◆ WORK TASK ◆
Reproduce the top of the data verbatim, through and including the line that contains "as via points.".

◆ Source records ◆
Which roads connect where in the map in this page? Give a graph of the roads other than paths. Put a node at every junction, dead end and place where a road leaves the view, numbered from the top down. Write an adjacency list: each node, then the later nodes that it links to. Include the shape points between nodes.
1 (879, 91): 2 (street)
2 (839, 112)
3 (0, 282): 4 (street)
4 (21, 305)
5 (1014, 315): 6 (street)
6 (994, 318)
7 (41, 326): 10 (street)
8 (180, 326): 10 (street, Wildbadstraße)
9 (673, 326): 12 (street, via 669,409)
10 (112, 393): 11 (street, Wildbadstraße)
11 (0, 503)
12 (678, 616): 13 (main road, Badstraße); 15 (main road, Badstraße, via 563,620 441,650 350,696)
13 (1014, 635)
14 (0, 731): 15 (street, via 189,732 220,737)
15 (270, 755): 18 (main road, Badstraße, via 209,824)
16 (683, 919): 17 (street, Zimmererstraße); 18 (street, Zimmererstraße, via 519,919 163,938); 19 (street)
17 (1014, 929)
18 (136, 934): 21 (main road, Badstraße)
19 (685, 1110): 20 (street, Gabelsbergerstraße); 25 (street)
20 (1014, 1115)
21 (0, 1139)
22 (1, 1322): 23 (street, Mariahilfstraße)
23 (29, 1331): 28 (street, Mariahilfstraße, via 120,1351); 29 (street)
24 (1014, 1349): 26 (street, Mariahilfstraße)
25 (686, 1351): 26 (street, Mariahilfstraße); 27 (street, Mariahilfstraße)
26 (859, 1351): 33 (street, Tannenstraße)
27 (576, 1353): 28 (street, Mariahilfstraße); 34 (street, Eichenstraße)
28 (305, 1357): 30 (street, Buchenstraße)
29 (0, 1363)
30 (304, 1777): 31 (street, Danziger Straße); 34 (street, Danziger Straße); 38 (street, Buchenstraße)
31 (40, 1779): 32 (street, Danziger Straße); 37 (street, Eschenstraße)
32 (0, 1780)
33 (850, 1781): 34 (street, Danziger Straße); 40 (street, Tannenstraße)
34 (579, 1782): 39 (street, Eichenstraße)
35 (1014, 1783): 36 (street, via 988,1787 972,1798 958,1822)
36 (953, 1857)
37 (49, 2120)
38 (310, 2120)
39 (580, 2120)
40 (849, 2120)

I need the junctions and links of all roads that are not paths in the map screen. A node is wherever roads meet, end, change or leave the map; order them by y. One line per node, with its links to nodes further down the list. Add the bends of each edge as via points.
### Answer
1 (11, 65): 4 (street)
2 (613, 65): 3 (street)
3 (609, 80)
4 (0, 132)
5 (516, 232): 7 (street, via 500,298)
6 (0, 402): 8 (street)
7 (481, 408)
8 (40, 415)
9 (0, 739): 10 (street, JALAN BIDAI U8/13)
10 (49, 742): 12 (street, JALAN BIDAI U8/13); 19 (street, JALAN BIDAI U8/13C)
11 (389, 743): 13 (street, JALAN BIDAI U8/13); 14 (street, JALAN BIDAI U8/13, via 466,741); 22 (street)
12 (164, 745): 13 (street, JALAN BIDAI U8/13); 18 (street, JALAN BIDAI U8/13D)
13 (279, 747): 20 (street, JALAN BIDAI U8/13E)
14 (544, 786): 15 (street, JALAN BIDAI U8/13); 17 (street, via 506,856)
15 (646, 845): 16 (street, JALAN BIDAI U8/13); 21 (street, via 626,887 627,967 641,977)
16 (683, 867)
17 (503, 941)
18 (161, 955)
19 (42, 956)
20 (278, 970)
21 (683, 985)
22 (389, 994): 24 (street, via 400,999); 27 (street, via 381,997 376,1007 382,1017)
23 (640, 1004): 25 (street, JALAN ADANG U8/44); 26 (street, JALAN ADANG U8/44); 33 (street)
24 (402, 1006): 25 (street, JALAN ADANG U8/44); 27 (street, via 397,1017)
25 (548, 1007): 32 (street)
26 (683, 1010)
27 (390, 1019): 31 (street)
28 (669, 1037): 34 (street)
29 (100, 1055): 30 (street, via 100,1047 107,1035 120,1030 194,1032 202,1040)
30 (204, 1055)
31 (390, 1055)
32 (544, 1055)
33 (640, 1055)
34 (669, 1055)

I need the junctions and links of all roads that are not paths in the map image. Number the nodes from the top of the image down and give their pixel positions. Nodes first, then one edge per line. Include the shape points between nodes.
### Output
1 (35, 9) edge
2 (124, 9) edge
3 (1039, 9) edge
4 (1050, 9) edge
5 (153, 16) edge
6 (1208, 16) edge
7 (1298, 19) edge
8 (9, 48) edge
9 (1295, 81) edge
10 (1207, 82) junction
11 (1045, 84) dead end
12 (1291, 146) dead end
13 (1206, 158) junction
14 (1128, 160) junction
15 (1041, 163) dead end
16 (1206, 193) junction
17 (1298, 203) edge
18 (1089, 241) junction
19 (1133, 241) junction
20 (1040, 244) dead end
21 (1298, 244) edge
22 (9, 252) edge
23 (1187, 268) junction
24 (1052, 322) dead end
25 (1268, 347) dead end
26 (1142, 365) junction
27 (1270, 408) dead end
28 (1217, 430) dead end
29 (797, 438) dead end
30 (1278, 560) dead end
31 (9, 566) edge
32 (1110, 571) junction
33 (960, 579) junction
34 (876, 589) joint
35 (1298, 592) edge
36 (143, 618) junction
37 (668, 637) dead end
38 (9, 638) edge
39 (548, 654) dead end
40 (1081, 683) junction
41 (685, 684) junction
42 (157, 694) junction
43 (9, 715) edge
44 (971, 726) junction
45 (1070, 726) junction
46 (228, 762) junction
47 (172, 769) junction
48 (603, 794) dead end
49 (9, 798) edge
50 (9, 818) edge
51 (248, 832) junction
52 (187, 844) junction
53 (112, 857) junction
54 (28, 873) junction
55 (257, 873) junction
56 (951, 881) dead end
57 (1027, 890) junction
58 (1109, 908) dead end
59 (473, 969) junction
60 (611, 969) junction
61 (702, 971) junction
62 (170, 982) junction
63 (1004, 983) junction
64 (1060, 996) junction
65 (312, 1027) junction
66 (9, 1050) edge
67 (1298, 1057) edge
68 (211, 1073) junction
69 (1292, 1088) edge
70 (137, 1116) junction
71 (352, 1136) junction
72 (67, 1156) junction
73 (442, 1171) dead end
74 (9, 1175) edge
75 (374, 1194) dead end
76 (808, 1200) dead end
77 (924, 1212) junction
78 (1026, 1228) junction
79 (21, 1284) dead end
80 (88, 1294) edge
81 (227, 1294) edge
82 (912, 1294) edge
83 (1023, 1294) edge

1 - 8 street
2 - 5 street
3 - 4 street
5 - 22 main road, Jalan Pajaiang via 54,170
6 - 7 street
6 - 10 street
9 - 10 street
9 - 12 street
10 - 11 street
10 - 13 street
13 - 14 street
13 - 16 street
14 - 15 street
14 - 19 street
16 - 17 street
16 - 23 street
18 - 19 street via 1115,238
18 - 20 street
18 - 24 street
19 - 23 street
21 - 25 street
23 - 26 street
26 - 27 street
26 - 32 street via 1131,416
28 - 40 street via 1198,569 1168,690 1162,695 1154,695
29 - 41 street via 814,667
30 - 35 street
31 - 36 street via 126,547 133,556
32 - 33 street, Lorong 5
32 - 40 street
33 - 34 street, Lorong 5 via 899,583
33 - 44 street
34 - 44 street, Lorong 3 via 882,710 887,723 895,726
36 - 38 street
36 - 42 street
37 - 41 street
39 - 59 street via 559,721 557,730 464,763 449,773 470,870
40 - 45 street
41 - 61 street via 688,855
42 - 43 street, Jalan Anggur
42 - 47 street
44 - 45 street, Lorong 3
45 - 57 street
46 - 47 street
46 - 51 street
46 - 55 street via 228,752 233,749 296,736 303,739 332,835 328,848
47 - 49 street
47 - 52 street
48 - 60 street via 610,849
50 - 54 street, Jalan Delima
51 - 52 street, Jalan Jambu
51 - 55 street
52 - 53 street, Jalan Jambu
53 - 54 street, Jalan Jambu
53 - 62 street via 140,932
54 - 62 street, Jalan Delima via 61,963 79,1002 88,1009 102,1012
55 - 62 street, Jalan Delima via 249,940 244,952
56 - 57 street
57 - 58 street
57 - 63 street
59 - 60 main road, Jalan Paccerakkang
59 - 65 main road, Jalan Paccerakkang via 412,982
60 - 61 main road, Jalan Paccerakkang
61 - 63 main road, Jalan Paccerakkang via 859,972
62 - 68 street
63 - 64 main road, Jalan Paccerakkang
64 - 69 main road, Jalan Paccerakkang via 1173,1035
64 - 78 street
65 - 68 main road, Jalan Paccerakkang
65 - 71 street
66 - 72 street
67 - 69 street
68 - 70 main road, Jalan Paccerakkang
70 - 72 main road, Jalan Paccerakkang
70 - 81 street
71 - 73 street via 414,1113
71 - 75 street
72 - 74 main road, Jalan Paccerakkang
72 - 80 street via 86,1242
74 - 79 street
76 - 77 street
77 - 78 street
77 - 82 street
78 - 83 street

◆ TASK SOLUTION ◆
Which roads connect where in the map in this page? Give a graph of the roads other than paths. Put a node at every junction, dead end and place where a road leaves the view, numbered from the top down. Write an adjacency list: each node, then the later nodes that it links to. Include the shape points between nodes.
1 (879, 91): 2 (street)
2 (839, 112)
3 (0, 282): 4 (street)
4 (21, 305)
5 (1014, 315): 6 (street)
6 (994, 318)
7 (41, 326): 10 (street)
8 (180, 326): 10 (street, Wildbadstraße)
9 (673, 326): 12 (street, via 669,409)
10 (112, 393): 11 (street, Wildbadstraße)
11 (0, 503)
12 (678, 616): 13 (main road, Badstraße); 15 (main road, Badstraße, via 563,620 441,650 350,696)
13 (1014, 635)
14 (0, 731): 15 (street, via 189,732 220,737)
15 (270, 755): 18 (main road, Badstraße, via 209,824)
16 (683, 919): 17 (street, Zimmererstraße); 18 (street, Zimmererstraße, via 519,919 163,938); 19 (street)
17 (1014, 929)
18 (136, 934): 21 (main road, Badstraße)
19 (685, 1110): 20 (street, Gabelsbergerstraße); 25 (street)
20 (1014, 1115)
21 (0, 1139)
22 (1, 1322): 23 (street, Mariahilfstraße)
23 (29, 1331): 28 (street, Mariahilfstraße, via 120,1351); 29 (street)
24 (1014, 1349): 26 (street, Mariahilfstraße)
25 (686, 1351): 26 (street, Mariahilfstraße); 27 (street, Mariahilfstraße)
26 (859, 1351): 33 (street, Tannenstraße)
27 (576, 1353): 28 (street, Mariahilfstraße); 34 (street, Eichenstraße)
28 (305, 1357): 30 (street, Buchenstraße)
29 (0, 1363)
30 (304, 1777): 31 (street, Danziger Straße); 34 (street, Danziger Straße); 38 (street, Buchenstraße)
31 (40, 1779): 32 (street, Danziger Straße); 37 (street, Eschenstraße)
32 (0, 1780)
33 (850, 1781): 34 (street, Danziger Straße); 40 (street, Tannenstraße)
34 (579, 1782): 39 (street, Eichenstraße)
35 (1014, 1783): 36 (street, via 988,1787 972,1798 958,1822)
36 (953, 1857)
37 (49, 2120)
38 (310, 2120)
39 (580, 2120)
40 (849, 2120)

I need the junctions and links of all roads that are not paths in the map screen. A node is wherever roads meet, end, change or leave the map; order them by y. One line per node, with its links to nodes further down the list. Add the bends of each edge as via points.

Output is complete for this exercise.